FINDING NO. 1 – ISBE Could Improve its Cash Management Procedures to Ensure
                    Compliance with Federal Requirements
Finding Recap
ISBE did not have an adequate process in place for monitoring cash balances maintained by LEAs
for the three programs (Title I, IDEA, and SFSF) that we reviewed. ISBE plans to disburse ARRA
Title I and IDEA funds via the advance payment method as it does non-ARRA Title I and IDEA
funds.

For fiscal year 2009, ISBE distributed $1.039 billion in SFSF to replace General State Aid (GSA) to
LEAs statewide.… Illinois used the SFSF funds to replace GSA. Therefore, as required by Illinois’
School Code, Illinois distributed the SFSF Education Stabilization funds using the advance method
of payment on the 10th and 20th of the month

   •   Existing Monitoring Procedures Are Not Adequate
   •   Positive Cash Balances Can Exist within the Quarter and Not Be Detected
   •   Interest Calculations Are Incorrect
   •   Interest Calculations Not Computed Timely

Recommendation 1.1
Develop and implement procedures to monitor cash balances at LEAs before approving cash
disbursements. The procedures should be sufficient to minimize the time elapsing between the
transfer and disbursement of Federal ARRA and non-ARRA funds.
Final Audit Report
ED-OIG/A05J0012                                                                    Page 15 of 18

ISBE Response
State Fiscal Stabilization Fund (SFSF) dollars were distributed through General State Aid (GSA)
which is the State’s primary education funding formula for LEAs as required by ARRA. GSA is a
reimbursement based claim program. Each LEA submits a claim for the prior school year and is
reimbursed per statutory formula in twenty-two equal payments paid bi-monthly on the 10th and the
20th each month beginning in August through June as prescribed per State statute in Section 18-12 of
the Illinois School Code [105 ILCS 5/18-12]. GSA is used primarily by LEAs for local expenses
such as staff salaries, benefits and other operating costs.

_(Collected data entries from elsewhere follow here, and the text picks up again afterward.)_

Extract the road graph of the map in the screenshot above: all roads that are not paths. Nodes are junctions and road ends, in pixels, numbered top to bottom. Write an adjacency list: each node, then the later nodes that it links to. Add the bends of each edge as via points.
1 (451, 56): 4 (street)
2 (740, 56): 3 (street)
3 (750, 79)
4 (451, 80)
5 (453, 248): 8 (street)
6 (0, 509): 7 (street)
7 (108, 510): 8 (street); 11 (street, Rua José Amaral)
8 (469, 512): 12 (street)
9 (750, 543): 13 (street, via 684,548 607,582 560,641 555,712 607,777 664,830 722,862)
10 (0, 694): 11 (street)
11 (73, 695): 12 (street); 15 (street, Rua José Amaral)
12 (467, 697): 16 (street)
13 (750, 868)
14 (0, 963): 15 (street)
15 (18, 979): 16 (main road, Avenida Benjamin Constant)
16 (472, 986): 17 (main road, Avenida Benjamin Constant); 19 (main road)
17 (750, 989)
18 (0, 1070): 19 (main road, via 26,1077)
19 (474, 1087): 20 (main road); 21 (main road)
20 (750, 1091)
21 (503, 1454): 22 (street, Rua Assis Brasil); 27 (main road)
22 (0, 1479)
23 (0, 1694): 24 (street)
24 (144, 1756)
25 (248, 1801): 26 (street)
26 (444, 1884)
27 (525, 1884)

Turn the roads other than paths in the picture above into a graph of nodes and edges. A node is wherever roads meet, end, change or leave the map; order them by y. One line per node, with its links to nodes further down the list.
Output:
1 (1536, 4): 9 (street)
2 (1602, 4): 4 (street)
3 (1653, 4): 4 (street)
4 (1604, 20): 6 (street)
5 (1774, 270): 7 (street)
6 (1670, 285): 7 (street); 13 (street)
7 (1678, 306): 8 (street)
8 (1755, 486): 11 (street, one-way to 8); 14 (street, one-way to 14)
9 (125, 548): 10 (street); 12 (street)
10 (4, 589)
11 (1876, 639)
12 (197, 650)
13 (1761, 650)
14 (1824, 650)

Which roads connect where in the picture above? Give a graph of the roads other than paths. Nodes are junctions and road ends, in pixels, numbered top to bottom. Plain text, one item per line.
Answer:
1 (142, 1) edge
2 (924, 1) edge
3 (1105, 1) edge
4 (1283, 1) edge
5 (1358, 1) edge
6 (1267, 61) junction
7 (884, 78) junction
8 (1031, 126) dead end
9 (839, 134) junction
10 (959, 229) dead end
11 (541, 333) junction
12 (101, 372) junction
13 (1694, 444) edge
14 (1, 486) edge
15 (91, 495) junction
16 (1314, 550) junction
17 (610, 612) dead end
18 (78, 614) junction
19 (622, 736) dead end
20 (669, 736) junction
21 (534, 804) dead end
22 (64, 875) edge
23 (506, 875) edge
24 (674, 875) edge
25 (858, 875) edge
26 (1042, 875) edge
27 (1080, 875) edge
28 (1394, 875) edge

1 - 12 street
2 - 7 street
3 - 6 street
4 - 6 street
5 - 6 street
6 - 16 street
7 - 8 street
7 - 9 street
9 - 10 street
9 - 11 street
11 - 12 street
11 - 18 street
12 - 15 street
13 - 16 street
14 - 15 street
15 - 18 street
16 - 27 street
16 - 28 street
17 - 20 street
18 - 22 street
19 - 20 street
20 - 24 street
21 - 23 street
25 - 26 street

ISBE required all LEAs to submit a SFSF application/assurance statement prior to the distribution of
SFSF funds. These SFSF applications/assurance statements were due back to ISBE by April 17,
2009, before the first GSA payments were made with ARRA SFSF funds. Through this process,
LEAs were informed of the unique accounting and reporting requirements that applied to these
ARRA Federal funds although they were distributed as General State Aid (see items three and four
on the SFSF application: http://www.isbe.net/funding/pdf/sfsf_gsa_assurances.pdf). When the SFSF
program was initially announced, there was confusion as to how the SFSF funds would be treated
since they were replacing state funds. The first indication that the Cash Management Improvement
Act would apply to the SFSF funds was seen in the award letter accompanying the SFSF grant
award notifications. ISBE continuously communicated to LEAs the importance of expending SFSF
in a timely manner during conversations, conferences, and ARRA webinars. ARRA webinars were
held on May 1, May 15 June 18, July 10, July 27, September 15, and November 20, 2009. (Link to
ISBE’s ARRA webinars page: http://www.isbe.state.il.us/arra/html/webinar.htm.) However, there
are difficulties in applying the Cash Management Improvement Act to GSA payments, as their
distribution is not based on immediate need for cash and the distribution schedule is established by
statute. It is unclear whether ISBE has the authority to withhold GSA payments if the previously
distributed Federal monies had not been spent by LEAs.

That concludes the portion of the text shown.